Beefy Boxes and Bandwidth Generously Provided by pair Networks
The stupid question is the question not asked
 
PerlMonks  

Re: How to find Unicode: 0x13 in File

by choroba (Cardinal)
on Nov 18, 2016 at 15:03 UTC ( [id://1176096]=note: print w/replies, xml ) Need Help??

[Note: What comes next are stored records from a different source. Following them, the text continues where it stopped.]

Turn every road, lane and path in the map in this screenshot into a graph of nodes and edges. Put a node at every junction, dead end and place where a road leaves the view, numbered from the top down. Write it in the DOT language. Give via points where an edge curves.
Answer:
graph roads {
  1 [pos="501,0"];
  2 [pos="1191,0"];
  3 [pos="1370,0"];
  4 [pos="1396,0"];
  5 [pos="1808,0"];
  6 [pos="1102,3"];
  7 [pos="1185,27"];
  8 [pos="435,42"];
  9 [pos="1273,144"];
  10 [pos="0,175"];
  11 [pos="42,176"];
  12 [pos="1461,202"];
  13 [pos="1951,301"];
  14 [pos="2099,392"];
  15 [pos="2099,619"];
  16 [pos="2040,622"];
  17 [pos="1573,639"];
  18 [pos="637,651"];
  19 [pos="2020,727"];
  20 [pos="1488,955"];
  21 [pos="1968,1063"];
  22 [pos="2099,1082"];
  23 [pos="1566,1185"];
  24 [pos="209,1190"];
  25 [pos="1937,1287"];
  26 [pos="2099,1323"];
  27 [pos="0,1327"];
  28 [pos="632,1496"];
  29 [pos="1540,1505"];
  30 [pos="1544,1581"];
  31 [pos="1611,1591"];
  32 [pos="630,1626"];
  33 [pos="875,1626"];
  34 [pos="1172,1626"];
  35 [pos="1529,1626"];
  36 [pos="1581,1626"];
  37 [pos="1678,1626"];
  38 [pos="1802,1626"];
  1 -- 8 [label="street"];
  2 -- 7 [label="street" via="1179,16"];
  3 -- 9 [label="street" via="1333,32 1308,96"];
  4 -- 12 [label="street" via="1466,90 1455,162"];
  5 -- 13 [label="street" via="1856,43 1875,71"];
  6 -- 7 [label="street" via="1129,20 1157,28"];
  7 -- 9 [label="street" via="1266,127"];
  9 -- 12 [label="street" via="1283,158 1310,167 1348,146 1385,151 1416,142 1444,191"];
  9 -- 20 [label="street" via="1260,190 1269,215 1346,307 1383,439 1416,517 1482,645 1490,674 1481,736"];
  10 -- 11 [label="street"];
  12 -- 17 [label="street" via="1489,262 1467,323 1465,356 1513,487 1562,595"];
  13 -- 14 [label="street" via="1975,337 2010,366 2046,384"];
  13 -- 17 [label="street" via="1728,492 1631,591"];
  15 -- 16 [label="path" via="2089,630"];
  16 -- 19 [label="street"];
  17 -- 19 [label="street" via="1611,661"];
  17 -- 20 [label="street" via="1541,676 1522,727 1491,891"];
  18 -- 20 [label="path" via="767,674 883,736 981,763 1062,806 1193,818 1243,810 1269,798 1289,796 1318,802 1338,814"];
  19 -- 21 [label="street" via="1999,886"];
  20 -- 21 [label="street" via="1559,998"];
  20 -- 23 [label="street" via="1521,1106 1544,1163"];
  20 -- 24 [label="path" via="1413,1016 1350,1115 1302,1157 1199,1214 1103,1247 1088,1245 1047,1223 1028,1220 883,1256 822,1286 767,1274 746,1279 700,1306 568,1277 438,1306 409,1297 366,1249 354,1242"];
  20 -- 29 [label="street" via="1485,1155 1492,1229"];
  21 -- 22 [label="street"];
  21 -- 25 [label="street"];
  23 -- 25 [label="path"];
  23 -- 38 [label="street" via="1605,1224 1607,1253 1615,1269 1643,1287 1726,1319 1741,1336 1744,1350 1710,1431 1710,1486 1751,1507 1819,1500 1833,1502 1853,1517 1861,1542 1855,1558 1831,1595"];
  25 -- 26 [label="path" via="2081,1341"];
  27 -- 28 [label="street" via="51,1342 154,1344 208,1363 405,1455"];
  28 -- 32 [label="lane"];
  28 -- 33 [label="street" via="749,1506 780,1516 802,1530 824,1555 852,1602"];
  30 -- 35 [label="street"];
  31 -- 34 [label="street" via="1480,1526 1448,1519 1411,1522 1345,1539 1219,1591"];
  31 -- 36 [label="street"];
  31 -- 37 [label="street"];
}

in reply to How to find Unicode: 0x13 in File

You haven't shown the "grep commands and perl one liners", so it's hard to tell what's wrong with them. The following finds the character \x13 in a file in bash:
grep $'\023' file

Same in Perl:

perl -ne 'print if /\023/' file perl -ne 'print if /\x13/' file

Finding "Unicode" in a file is not possible if you don't know the encoding of the file. In the examples above, it works for UTF-8 (and probably other ones, too).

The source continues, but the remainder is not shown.